Opening GitHub issues ahead of time contributes to the Openness of the Apache Arrow project.

Then could you also rename the pull request title in the following format?

GH-${GITHUB_ISSUE_ID}: [${COMPONENT}] ${SUMMARY}

or

MINOR: [${COMPONENT}] ${SUMMARY}

See also:

github-actions · 2025-11-27T13:49:50Z

⚠️ GitHub issue #48277 has been automatically assigned in GitHub to PR creator.

AntoinePrv · 2025-11-27T18:00:18Z

@pitrou apart from R-lint, this is looking pretty good.

pitrou · 2025-11-27T18:27:05Z

@ursabot please benchmark lang=C++

voltrondatabot · 2025-11-27T18:27:11Z

Benchmark runs are scheduled for commit a4bfe8a. Watch https://buildkite.com/apache-arrow and https://conbench.ursa.dev for updates. A comment will be posted here when the runs are complete.

conbench-apache-arrow · 2025-11-27T20:52:09Z

Thanks for your patience. Conbench analyzed the 4 benchmarking runs that have been run so far on PR commit a4bfe8a.

There were 37 benchmark results indicating a performance regression:

Pull Request Run on amd64-c6a-4xlarge-linux at 2025-11-27 19:32:37Z
- BM_UnpackUint64 (C++) with params=DynamicAligned/47/64, source=cpp-micro, suite=arrow-bpacking-benchmark
- IsInInt64SmallSet (C++) with params=64, source=cpp-micro, suite=arrow-compute-scalar-set-lookup-benchmark
and 35 more (see the report linked below)

The full Conbench report has more details.

AntoinePrv · 2025-11-28T09:31:59Z

@pitrou I'm running this locally, and I made an error when fixing ASAN over-reading problem.
These latest benchmarks are not doing well.

pitrou · 2025-11-28T14:05:50Z

@ursabot please benchmark lang=C++

voltrondatabot · 2025-11-28T14:05:56Z

Benchmark runs are scheduled for commit dd3ec0d. Watch https://buildkite.com/apache-arrow and https://conbench.ursa.dev for updates. A comment will be posted here when the runs are complete.

conbench-apache-arrow · 2025-11-28T18:08:56Z

Thanks for your patience. Conbench analyzed the 4 benchmarking runs that have been run so far on PR commit dd3ec0d.

There were 19 benchmark results indicating a performance regression:

Pull Request Run on amd64-c6a-4xlarge-linux at 2025-11-28 15:12:47Z
- BM_UnpackUint32 (C++) with params=DynamicUnaligned/20/64, source=cpp-micro, suite=arrow-bpacking-benchmark
- BM_DeltaLengthDecodingByteArray (C++) with params=max-string-length:8/batch-size:2048, source=cpp-micro, suite=parquet-encoding-benchmark
and 17 more (see the report linked below)

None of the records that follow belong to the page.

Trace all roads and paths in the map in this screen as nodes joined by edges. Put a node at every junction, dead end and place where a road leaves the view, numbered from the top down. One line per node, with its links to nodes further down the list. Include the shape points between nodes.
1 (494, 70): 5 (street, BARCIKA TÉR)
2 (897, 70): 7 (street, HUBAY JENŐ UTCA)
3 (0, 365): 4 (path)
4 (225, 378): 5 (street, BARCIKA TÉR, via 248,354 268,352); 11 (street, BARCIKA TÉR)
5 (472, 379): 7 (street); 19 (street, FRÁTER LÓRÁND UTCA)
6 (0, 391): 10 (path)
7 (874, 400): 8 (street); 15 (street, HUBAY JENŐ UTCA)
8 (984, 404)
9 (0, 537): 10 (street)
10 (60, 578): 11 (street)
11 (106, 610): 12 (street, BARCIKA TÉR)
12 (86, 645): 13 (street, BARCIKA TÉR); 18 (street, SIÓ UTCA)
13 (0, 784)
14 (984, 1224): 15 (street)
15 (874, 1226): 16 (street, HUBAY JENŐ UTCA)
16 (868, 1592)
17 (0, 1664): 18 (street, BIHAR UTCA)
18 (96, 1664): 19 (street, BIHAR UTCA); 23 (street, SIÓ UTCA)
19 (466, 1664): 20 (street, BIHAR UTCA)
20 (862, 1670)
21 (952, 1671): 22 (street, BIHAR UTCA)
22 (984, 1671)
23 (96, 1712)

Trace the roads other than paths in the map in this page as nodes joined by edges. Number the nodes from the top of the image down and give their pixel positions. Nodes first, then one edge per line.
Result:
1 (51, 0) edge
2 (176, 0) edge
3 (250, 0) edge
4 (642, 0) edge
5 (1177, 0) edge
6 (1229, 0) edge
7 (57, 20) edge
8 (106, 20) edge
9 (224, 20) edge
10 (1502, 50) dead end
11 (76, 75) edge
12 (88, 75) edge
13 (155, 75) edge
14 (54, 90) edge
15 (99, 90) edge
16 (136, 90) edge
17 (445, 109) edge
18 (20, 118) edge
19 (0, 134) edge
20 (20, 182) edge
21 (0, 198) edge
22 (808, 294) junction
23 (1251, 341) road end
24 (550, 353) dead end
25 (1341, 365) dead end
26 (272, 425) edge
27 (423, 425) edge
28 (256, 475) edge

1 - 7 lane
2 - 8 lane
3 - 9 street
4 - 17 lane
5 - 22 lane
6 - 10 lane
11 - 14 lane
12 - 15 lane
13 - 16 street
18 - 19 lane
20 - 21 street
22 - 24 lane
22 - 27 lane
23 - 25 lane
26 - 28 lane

The full Conbench report has more details.

pitrou · 2025-12-01T15:57:57Z

@ursabot please benchmark lang=C++

voltrondatabot · 2025-12-01T15:58:04Z

Benchmark runs are scheduled for commit 408ef04. Watch https://buildkite.com/apache-arrow and https://conbench.ursa.dev for updates. A comment will be posted here when the runs are complete.

pitrou · 2025-12-02T15:07:06Z

@ursabot please benchmark lang=C++

conbench-apache-arrow · 2025-12-10T19:17:07Z

Thanks for your patience. Conbench analyzed the 0 benchmarking runs that have been run so far on PR commit 408ef04.

None of the specified runs were found on the Conbench server.

The full Conbench report has more details.

conbench-apache-arrow · 2025-12-13T15:40:26Z

Thanks for your patience. Conbench analyzed the 0 benchmarking runs that have been run so far on PR commit 408ef04.

None of the specified runs were found on the Conbench server.

The full Conbench report has more details.

Co-authored-by: Antoine Pitrou <[email protected]>

AntoinePrv · 2026-02-10T16:44:23Z

@pitrou ready again

pitrou

Looks very good to me, just a couple minor comments!

pitrou · 2026-02-10T16:28:30Z

cpp/src/arrow/util/bpacking.cc

-template void unpack<uint16_t>(const uint8_t*, uint16_t*, int, int, int);
-template void unpack<uint32_t>(const uint8_t*, uint32_t*, int, int, int);
-template void unpack<uint64_t>(const uint8_t*, uint64_t*, int, int, int);
+template void unpack<bool>(const uint8_t*, bool*, const UnpackOptions&);


I'm curious, why not put all the unpack-related APIs inside arrow::internal::bpacking as well? Does it cause too much code churn, or would it fail for other reasons?

No reason, anything works really. My reasoning was unpack is a "library-public" utility function, so it lives in arrow::internal while arrow::internal::bpacking is "private" to the unpack function. Does that makes sense?

Kind of, though we might want to revisit later anyway. Not necessary for this PR in any case!